(Entries taken from a collection)
----------
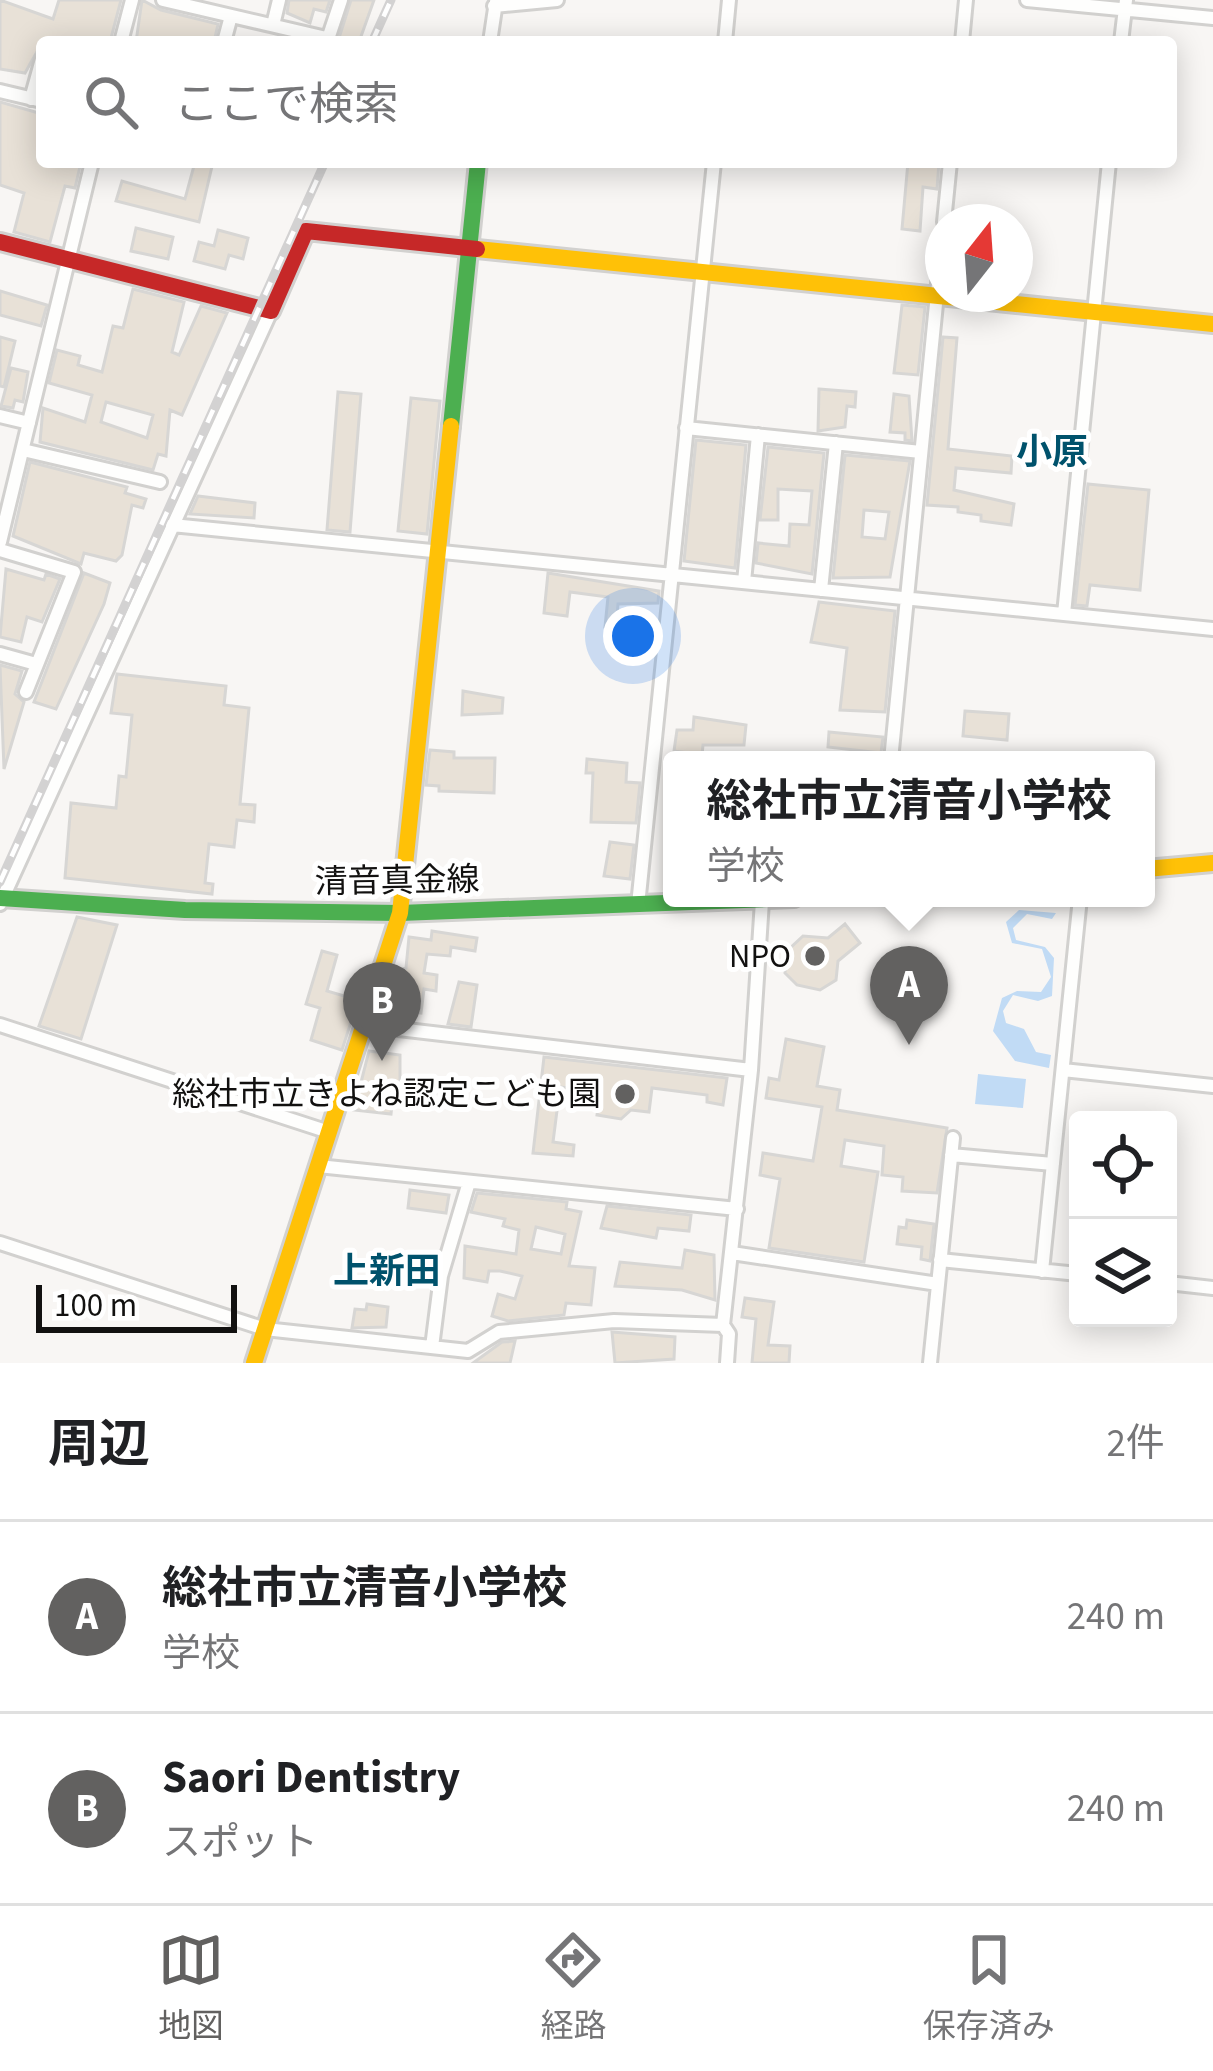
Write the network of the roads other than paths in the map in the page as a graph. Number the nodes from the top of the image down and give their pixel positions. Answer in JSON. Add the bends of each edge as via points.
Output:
{"nodes":[{"id":1,"x":132,"y":0,"type":"edge"},
{"id":2,"x":163,"y":0,"type":"edge"},
{"id":3,"x":280,"y":0,"type":"edge"},
{"id":4,"x":341,"y":0,"type":"edge"},
{"id":5,"x":557,"y":0,"type":"edge"},
{"id":6,"x":730,"y":0,"type":"edge"},
{"id":7,"x":966,"y":0,"type":"edge"},
{"id":8,"x":1027,"y":0,"type":"edge"},
{"id":9,"x":495,"y":3,"type":"edge"},
{"id":10,"x":1125,"y":5,"type":"edge"},
{"id":11,"x":231,"y":16,"type":"junction"},
{"id":12,"x":1213,"y":19,"type":"edge"},
{"id":13,"x":273,"y":25,"type":"junction"},
{"id":14,"x":123,"y":36,"type":"edge"},
{"id":15,"x":226,"y":36,"type":"edge"},
{"id":16,"x":308,"y":36,"type":"edge"},
{"id":17,"x":329,"y":36,"type":"edge"},
{"id":18,"x":491,"y":36,"type":"edge"},
{"id":19,"x":726,"y":36,"type":"edge"},
{"id":20,"x":963,"y":36,"type":"edge"},
{"id":21,"x":1122,"y":36,"type":"edge"},
{"id":22,"x":0,"y":91,"type":"edge"},
{"id":23,"x":36,"y":100,"type":"edge"},
{"id":24,"x":91,"y":168,"type":"edge"},
{"id":25,"x":477,"y":168,"type":"edge"},
{"id":26,"x":713,"y":168,"type":"edge"},
{"id":27,"x":949,"y":168,"type":"edge"},
{"id":28,"x":1108,"y":168,"type":"edge"},
{"id":29,"x":946,"y":204,"type":"edge"},
{"id":30,"x":0,"y":242,"type":"edge"},
{"id":31,"x":470,"y":250,"type":"junction"},
{"id":32,"x":70,"y":258,"type":"junction"},
{"id":33,"x":703,"y":274,"type":"junction"},
{"id":34,"x":925,"y":295,"type":"edge"},
{"id":35,"x":1033,"y":306,"type":"edge"},
{"id":36,"x":271,"y":311,"type":"junction"},
{"id":37,"x":935,"y":312,"type":"edge"},
{"id":38,"x":1094,"y":312,"type":"junction"},
{"id":39,"x":1213,"y":324,"type":"edge"},
{"id":40,"x":0,"y":416,"type":"edge"},
{"id":41,"x":29,"y":423,"type":"junction"},
{"id":42,"x":686,"y":428,"type":"junction"},
{"id":43,"x":758,"y":435,"type":"junction"},
{"id":44,"x":836,"y":443,"type":"junction"},
{"id":45,"x":22,"y":450,"type":"junction"},
{"id":46,"x":921,"y":452,"type":"junction"},
{"id":47,"x":160,"y":482,"type":"dead end"},
{"id":48,"x":172,"y":525,"type":"junction"},
{"id":49,"x":0,"y":546,"type":"edge"},
{"id":50,"x":440,"y":552,"type":"junction"},
{"id":51,"x":673,"y":575,"type":"junction"},
{"id":52,"x":744,"y":582,"type":"junction"},
{"id":53,"x":821,"y":590,"type":"junction"},
{"id":54,"x":907,"y":598,"type":"junction"},
{"id":55,"x":1064,"y":614,"type":"junction"},
{"id":56,"x":1213,"y":629,"type":"edge"},
{"id":57,"x":0,"y":654,"type":"edge"},
{"id":58,"x":36,"y":664,"type":"junction"},
{"id":59,"x":26,"y":692,"type":"dead end"},
{"id":60,"x":892,"y":751,"type":"edge"},
{"id":61,"x":1213,"y":863,"type":"edge"},
{"id":62,"x":1155,"y":867,"type":"edge"},
{"id":63,"x":1,"y":901,"type":"edge"},
{"id":64,"x":663,"y":904,"type":"edge"},
{"id":65,"x":638,"y":905,"type":"junction"},
{"id":66,"x":762,"y":907,"type":"edge"},
{"id":67,"x":1079,"y":907,"type":"edge"},
{"id":68,"x":400,"y":913,"type":"junction"},
{"id":69,"x":364,"y":1024,"type":"junction"},
{"id":70,"x":0,"y":1025,"type":"edge"},
{"id":71,"x":751,"y":1070,"type":"junction"},
{"id":72,"x":1063,"y":1070,"type":"junction"},
{"id":73,"x":1213,"y":1086,"type":"edge"},
{"id":74,"x":329,"y":1132,"type":"junction"},
{"id":75,"x":953,"y":1138,"type":"dead end"},
{"id":76,"x":951,"y":1155,"type":"junction"},
{"id":77,"x":1053,"y":1164,"type":"junction"},
{"id":78,"x":318,"y":1166,"type":"junction"},
{"id":79,"x":469,"y":1182,"type":"junction"},
{"id":80,"x":737,"y":1209,"type":"junction"},
{"id":81,"x":0,"y":1243,"type":"edge"},
{"id":82,"x":732,"y":1253,"type":"junction"},
{"id":83,"x":940,"y":1260,"type":"junction"},
{"id":84,"x":1042,"y":1271,"type":"junction"},
{"id":85,"x":1069,"y":1273,"type":"edge"},
{"id":86,"x":938,"y":1284,"type":"junction"},
{"id":87,"x":1177,"y":1284,"type":"edge"},
{"id":88,"x":1213,"y":1288,"type":"edge"},
{"id":89,"x":723,"y":1325,"type":"junction"},
{"id":90,"x":265,"y":1330,"type":"junction"},
{"id":91,"x":432,"y":1347,"type":"junction"},
{"id":92,"x":254,"y":1363,"type":"edge"},
{"id":93,"x":727,"y":1363,"type":"edge"},
{"id":94,"x":930,"y":1363,"type":"edge"}],
"edges":[{"from":1,"to":14,"type":"street"},
{"from":2,"to":11,"type":"street"},
{"from":3,"to":13,"type":"street"},
{"from":4,"to":17,"type":"street"},
{"from":5,"to":9,"type":"street"},
{"from":6,"to":19,"type":"street"},
{"from":7,"to":20,"type":"street"},
{"from":8,"to":10,"type":"street"},
{"from":9,"to":18,"type":"street"},
{"from":10,"to":12,"type":"street"},
{"from":10,"to":21,"type":"street"},
{"from":11,"to":13,"type":"street"},
{"from":11,"to":15,"type":"street"},
{"from":13,"to":16,"type":"street"},
{"from":22,"to":23,"type":"street"},
{"from":24,"to":32,"type":"street"},
{"from":25,"to":31,"type":"street"},
{"from":26,"to":33,"type":"street"},
{"from":27,"to":29,"type":"street"},
{"from":28,"to":38,"type":"street"},
{"from":30,"to":32,"type":"street"},
{"from":31,"to":33,"type":"street"},
{"from":31,"to":36,"type":"street","via":[[306,231]]},
{"from":31,"to":50,"type":"street"},
{"from":32,"to":36,"type":"street"},
{"from":32,"to":41,"type":"street"},
{"from":33,"to":34,"type":"street"},
{"from":33,"to":42,"type":"street"},
{"from":35,"to":38,"type":"street"},
{"from":36,"to":48,"type":"street"},
{"from":37,"to":46,"type":"street"},
{"from":38,"to":39,"type":"street"},
{"from":38,"to":55,"type":"street"},
{"from":40,"to":41,"type":"street"},
{"from":41,"to":45,"type":"street"},
{"from":42,"to":43,"type":"street"},
{"from":42,"to":51,"type":"street"},
{"from":43,"to":44,"type":"street"},
{"from":43,"to":52,"type":"street"},
{"from":44,"to":46,"type":"street"},
{"from":44,"to":53,"type":"street"},
{"from":45,"to":47,"type":"street"},
{"from":45,"to":49,"type":"street"},
{"from":46,"to":54,"type":"street"},
{"from":48,"to":50,"type":"street"},
{"from":48,"to":63,"type":"street"},
{"from":49,"to":58,"type":"street","via":[[74,572]]},
{"from":50,"to":51,"type":"street"},
{"from":50,"to":68,"type":"street"},
{"from":51,"to":52,"type":"street"},
{"from":51,"to":65,"type":"street"},
{"from":52,"to":53,"type":"street"},
{"from":53,"to":54,"type":"street"},
{"from":54,"to":55,"type":"street"},
{"from":54,"to":60,"type":"street"},
{"from":55,"to":56,"type":"street"},
{"from":57,"to":58,"type":"street"},
{"from":58,"to":59,"type":"street"},
{"from":61,"to":62,"type":"street"},
{"from":63,"to":68,"type":"street","name":"清音真金線"},
{"from":64,"to":65,"type":"street","name":"清音真金線"},
{"from":65,"to":68,"type":"street","name":"清音真金線"},
{"from":66,"to":71,"type":"street"},
{"from":67,"to":72,"type":"street"},
{"from":68,"to":69,"type":"street"},
{"from":69,"to":71,"type":"street"},
{"from":69,"to":74,"type":"street"},
{"from":70,"to":74,"type":"street"},
{"from":71,"to":80,"type":"street"},
{"from":72,"to":73,"type":"street"},
{"from":72,"to":77,"type":"street"},
{"from":74,"to":78,"type":"street"},
{"from":75,"to":76,"type":"street"},
{"from":76,"to":77,"type":"street"},
{"from":76,"to":83,"type":"street"},
{"from":77,"to":84,"type":"street"},
{"from":78,"to":79,"type":"street"},
{"from":78,"to":90,"type":"street"},
{"from":79,"to":80,"type":"street"},
{"from":79,"to":91,"type":"street","via":[[441,1276]]},
{"from":80,"to":82,"type":"street"},
{"from":81,"to":90,"type":"street"},
{"from":82,"to":86,"type":"street"},
{"from":82,"to":89,"type":"street"},
{"from":83,"to":84,"type":"street"},
{"from":83,"to":86,"type":"street"},
{"from":84,"to":85,"type":"street"},
{"from":86,"to":94,"type":"street"},
{"from":87,"to":88,"type":"street"},
{"from":89,"to":91,"type":"street","via":[[598,1322],[500,1332],[468,1351]]},
{"from":89,"to":93,"type":"street"},
{"from":90,"to":91,"type":"street"},
{"from":90,"to":92,"type":"street"}]}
----------
● Task directions:
Return, from the entries, each line that holds "name".

● Problem solution:
{"from":63,"to":68,"type":"street","name":"清音真金線"},
{"from":64,"to":65,"type":"street","name":"清音真金線"},
{"from":65,"to":68,"type":"street","name":"清音真金線"},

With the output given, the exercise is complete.